Bony defects following posterior shoulder instability include the reverse Hill-Sachs lesion, the reverse bony Bankart lesion, and attritional posterior bone loss. The reverse Hill-Sachs lesion (Figure 20-1) is an impression fracture of the anteromedial humeral head and is associated with locked and difficult-to-reduce dislocations. Alternatively, fracture of the posteroinferior rim of the glenoid is referred to as the reverse bony Bankart lesion (Figure 20-2). Although the incidence of bony defects following posterior instability is not well defined by large, epidemiologic studies, several case series have reported their findings. Bradley and colleagues6 in their large prospective series found that 66% of patients with traumatic instability had reverse Hill-Sachs lesions. Longo et al10 performed a systematic review on several of these case series and found that, of the 328 shoulders analyzed, 9% of cases of posterior instability had a bony glenoid defect, 39% had humeral head defects, and 2% of cases had combined defects.
Although capsulolabral derangement in isolation more commonly presents in the more subtle forms recurrent instability such as recurrent subluxation, bony defects typically occur in the higher-energy forms of posterior instability.11–13 Bony defects from both the humeral and glenoid can predispose patients to recurrent dislocation by altering the glenohumeral congruity and by altering the function of the static glenohumeral stabilizers.14 Further, these injuries often do not present in isolation and a combination of bony and soft-tissue injuries are often present together.5,15–17 Rouleau and Hebert-Davies16 conducted a systematic review of more than 100 articles focusing on the incidence of associated injury in posterior dislocation. They found that 65% of dislocations had associated injuries, with fracture being most common (34% of cases) followed by reverse Hill-Sachs lesions (29%). In the younger, military population, Bottoni et al5 found that 97% of shoulders operated on in their series for traumatic posterior instability had reverse Bankart lesions, posterior rim fracture, or rim calcification.

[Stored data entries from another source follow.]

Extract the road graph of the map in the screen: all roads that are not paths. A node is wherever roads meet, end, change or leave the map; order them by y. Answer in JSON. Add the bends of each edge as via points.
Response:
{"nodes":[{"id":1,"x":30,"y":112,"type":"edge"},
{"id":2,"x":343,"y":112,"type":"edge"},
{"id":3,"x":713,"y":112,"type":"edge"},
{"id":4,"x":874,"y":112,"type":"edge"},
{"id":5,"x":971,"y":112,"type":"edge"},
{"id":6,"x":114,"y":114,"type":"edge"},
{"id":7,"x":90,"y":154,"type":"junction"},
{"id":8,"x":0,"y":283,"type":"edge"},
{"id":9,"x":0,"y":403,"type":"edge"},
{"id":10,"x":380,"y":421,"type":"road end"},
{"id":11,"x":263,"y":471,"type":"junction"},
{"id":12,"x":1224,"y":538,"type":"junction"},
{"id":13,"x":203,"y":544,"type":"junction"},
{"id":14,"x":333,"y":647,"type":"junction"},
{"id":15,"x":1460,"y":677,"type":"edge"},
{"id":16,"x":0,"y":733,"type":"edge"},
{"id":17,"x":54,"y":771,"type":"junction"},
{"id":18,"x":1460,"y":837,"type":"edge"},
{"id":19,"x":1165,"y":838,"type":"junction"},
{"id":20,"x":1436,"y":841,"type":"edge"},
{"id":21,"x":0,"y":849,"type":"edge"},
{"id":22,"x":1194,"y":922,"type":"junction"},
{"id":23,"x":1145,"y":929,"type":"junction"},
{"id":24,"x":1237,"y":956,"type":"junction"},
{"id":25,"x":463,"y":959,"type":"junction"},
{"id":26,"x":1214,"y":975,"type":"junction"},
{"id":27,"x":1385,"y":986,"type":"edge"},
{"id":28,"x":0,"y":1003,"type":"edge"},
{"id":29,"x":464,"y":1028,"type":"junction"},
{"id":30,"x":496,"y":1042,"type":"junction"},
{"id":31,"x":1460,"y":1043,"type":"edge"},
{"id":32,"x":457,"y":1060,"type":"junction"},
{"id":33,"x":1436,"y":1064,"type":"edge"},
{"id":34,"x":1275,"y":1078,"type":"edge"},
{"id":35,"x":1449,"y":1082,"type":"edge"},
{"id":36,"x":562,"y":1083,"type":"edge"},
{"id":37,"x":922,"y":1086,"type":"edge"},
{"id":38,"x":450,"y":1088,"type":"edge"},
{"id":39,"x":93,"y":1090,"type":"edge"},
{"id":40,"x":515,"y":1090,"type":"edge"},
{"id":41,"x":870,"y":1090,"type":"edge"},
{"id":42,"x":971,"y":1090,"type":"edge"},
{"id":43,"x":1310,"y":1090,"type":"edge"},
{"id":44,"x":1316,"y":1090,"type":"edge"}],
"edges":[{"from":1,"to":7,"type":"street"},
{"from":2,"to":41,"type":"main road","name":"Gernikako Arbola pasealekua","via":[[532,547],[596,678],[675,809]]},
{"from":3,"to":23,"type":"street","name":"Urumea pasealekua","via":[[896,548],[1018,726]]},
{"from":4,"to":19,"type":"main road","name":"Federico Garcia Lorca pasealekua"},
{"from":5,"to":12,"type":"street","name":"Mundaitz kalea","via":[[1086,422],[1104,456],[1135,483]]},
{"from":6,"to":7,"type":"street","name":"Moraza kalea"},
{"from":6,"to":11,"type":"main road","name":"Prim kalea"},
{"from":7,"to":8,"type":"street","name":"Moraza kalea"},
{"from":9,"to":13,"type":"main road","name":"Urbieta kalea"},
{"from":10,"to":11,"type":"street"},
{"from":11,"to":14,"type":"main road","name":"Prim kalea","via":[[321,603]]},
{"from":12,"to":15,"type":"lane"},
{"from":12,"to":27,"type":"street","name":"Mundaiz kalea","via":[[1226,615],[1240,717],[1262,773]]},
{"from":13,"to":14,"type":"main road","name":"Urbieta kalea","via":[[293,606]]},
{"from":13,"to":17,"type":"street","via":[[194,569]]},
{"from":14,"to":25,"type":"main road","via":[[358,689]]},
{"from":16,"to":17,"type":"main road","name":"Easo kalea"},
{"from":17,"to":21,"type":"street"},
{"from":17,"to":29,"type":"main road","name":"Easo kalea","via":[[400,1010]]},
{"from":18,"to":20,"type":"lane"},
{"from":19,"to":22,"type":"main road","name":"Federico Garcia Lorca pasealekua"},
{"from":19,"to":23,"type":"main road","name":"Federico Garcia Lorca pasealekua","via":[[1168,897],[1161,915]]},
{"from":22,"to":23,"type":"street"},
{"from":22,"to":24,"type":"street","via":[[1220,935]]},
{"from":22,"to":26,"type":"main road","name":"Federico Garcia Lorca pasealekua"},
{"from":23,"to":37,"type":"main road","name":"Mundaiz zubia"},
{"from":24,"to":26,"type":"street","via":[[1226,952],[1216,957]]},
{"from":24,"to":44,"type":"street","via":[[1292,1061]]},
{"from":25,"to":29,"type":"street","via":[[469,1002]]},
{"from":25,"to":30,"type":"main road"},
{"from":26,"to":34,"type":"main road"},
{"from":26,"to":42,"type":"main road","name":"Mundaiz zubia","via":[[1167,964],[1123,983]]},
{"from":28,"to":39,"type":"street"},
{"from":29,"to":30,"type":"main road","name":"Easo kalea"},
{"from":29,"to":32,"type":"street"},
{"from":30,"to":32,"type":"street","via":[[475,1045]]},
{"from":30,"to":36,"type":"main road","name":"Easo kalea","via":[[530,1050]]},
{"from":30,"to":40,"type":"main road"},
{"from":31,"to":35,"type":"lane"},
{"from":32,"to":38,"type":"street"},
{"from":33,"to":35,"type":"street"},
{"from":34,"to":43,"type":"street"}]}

Several risk factors for posterior instability have been identified. Classically, posterior instability has been associated with epilepsy, ethanol use, and electrocution, termed the 3 E’s. In fact, bilateral posterior dislocations without associated trauma is considered essentially pathognomonic for seizure.18,19 This is thought to occur because of the stronger contraction of the shoulder internal rotators (primarily the pectoralis major and latissimus dorsi) overpowering the weaker external rotators. This muscle imbalance leads to superior posterior displacement of the humeral head relative the glenoid and subsequent posterior dislocation.20,21 Despite these classically described “3 E’s,” Robinson and colleagues22 found that traumatic accidents (fall from height and motor vehicle accidents) accounted for the majority of posterior shoulder dislocations (67%), whereas seizure and electrocution were less common (31% and 1.7%, respectively).
Several authors have shown that anatomical factors, such as glenoid hypoplasia,11 posterior glenoid rim deficiency,23,24 and glenoid retroversion6,25–27 can contribute to posterior instability. For example, in their series, Hurley et al25 showed that the average glenoid retroversion in patients with posterior instability was –10 degrees vs –4 degrees in the control group. Brewer et al27 defined excessive retroversion as more than –7 degrees of retroversion and Owens et al26 showed that for every 1 degree of increased retroversion, there was a 17% increased risk of subsequent posterior instability in their young, military population.
In athletic populations experiencing recurrent posterior instability, common etiologies include a fall onto the outstretched hand,5 blocking linemen in American football,28 weight lifting, rugby, and climbing.29 Posterior instability has even been described in baseball players’ leading shoulder during batting30 and in rifle shooting.31 Unfortunately, recurrent instability is common in these patient populations as well. Robinson et al22 retrospectively reviewed 120 cases of posterior dislocation and found as many as 18% of patients experienced recurrent instability at 1 year. They found risk factors for recurrent instability included age younger than 40 years, dislocation during seizure, and large reverse Hill-Sachs lesion (> 1.5 cm3).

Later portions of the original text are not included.